Following on from my resource output format options post in my OData series. I thought I would briefly cover the topic of URI Conventions I had previously eluded to.
URI Conventions for OData allow for a simple standard way to control the resource that is returned. The documentation for these conventions can be found here on the OData.org site.
The first important choice being the result format. In my previous post I discussed the options of AtomPub and JSON, the way you go about making your format choice for the returned resources is via the $format option. If your choice is JSON then simply suffix query option $format=JSON, for example on the NetFlix OData service:
In my experience with a few services the AtomPub choice is the default and the $format tag is not required, and in some cases (NetFlix in particular) $format=atom is not a valid input query. I’ll need to investigate this more, it seems like an oversight on at least the NetFlix service, I don’t see an issue with being more verbose even for a default value.
I also briefly mentioned deferred content and the use of $expand to force eager-loading of the result tree structure. This currently doesn’t seem to work on the NetFlix service, so this is yet another thing that will require some more investigation. It’s quite possible that the feature is disabled to prevent a type of attack (DoS) or just to prevent general abuse and waste of bandwidth/processing.
A simple convention is the $orderby option. It’s use is simple too and allows for chaining of various ascending and descending choices simply separated by commas.

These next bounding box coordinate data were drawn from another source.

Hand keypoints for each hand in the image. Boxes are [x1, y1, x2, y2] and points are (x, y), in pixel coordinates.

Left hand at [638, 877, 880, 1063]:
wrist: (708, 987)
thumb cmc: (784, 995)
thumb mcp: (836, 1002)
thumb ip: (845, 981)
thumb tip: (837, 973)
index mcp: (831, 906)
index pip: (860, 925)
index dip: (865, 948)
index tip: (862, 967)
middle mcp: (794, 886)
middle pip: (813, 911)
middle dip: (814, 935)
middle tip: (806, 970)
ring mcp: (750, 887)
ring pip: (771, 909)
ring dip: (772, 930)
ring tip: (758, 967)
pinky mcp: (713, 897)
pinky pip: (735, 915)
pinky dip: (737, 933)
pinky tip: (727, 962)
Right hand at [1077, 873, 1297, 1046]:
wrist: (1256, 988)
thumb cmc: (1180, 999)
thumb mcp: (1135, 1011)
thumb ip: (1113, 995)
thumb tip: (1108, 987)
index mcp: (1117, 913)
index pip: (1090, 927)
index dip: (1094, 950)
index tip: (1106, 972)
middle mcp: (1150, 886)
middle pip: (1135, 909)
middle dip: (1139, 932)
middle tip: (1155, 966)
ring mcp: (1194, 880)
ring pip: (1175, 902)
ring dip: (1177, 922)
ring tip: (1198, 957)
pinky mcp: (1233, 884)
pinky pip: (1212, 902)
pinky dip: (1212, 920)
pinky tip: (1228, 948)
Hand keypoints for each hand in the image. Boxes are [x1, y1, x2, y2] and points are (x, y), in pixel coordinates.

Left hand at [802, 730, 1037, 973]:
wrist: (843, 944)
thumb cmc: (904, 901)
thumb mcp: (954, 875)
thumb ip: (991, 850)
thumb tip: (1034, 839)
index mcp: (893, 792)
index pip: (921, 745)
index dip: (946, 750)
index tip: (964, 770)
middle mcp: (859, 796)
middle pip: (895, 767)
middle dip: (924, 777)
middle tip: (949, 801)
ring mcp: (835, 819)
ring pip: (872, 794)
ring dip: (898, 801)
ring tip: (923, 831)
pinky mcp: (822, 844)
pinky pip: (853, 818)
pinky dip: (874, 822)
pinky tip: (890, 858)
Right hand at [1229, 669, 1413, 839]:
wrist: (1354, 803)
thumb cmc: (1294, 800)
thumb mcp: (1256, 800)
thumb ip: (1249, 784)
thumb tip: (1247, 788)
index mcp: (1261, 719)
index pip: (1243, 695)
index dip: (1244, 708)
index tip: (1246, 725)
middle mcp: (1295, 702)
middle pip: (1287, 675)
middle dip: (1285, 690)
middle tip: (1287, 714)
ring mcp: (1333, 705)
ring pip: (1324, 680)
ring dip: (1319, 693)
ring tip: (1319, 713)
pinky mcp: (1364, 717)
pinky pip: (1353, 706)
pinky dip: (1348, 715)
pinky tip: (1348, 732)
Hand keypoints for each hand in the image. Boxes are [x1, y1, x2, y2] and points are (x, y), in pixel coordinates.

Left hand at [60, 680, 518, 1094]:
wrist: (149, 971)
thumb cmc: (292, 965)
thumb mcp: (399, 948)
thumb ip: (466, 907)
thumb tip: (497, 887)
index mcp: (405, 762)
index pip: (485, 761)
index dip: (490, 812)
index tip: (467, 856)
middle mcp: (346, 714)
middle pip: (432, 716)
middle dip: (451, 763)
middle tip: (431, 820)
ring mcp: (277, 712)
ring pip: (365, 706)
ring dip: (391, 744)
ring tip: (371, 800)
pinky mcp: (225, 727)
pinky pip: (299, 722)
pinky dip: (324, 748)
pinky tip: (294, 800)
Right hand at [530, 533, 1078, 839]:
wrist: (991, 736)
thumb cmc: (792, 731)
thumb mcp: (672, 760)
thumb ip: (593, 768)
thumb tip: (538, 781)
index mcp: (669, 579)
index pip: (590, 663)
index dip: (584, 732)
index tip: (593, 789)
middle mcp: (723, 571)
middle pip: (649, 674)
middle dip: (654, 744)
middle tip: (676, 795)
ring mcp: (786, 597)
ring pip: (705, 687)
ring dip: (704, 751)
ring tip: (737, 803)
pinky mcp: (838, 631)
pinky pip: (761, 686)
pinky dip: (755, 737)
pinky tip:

http://odata.netflix.com/Catalog/Titles?$orderby=ReleaseYear,Runtime desc,Name asc
I believe the browser will replace the spaces with the ‘%20‘ representation. If you make a mistake in the query (i.e. supplying an invalid order field) the error will look like:
No property ‘Title’ exists in type ‘System.Nullable`1
The last three I want to cover are; $filter, $top and $skip. They are related as they simply filter the returned resource. Skip and Top are quite simple and operate as you would expect (just like in LINQ).
Filter on the other hand is more advanced; it has all the logic operator options (==, !=, >=, and so on), all the arithmetic operators (add, sub, div, mult, mod) and precedence grouping (brackets). For the exact syntax and all the options see the specification.
I’ll just give a simple example that can be clicked through:
http://odata.netflix.com/Catalog/Titles?$filter=Runtime gt 3 and Runtime lt 90
I did say last, but as a bonus there’s a nice data reduction option to return only the selected called $select. Simply suffix an &$select=Name,Runtime set of params on any of the above queries and see the returned resource simplified to only the “data you want”.
For the lazy to modify here’s a click-able example:
http://odata.netflix.com/Catalog/Titles?$filter=Runtime gt 3 and Runtime lt 90&$select=Runtime,Name
NOTE: OData queries are case sensitive.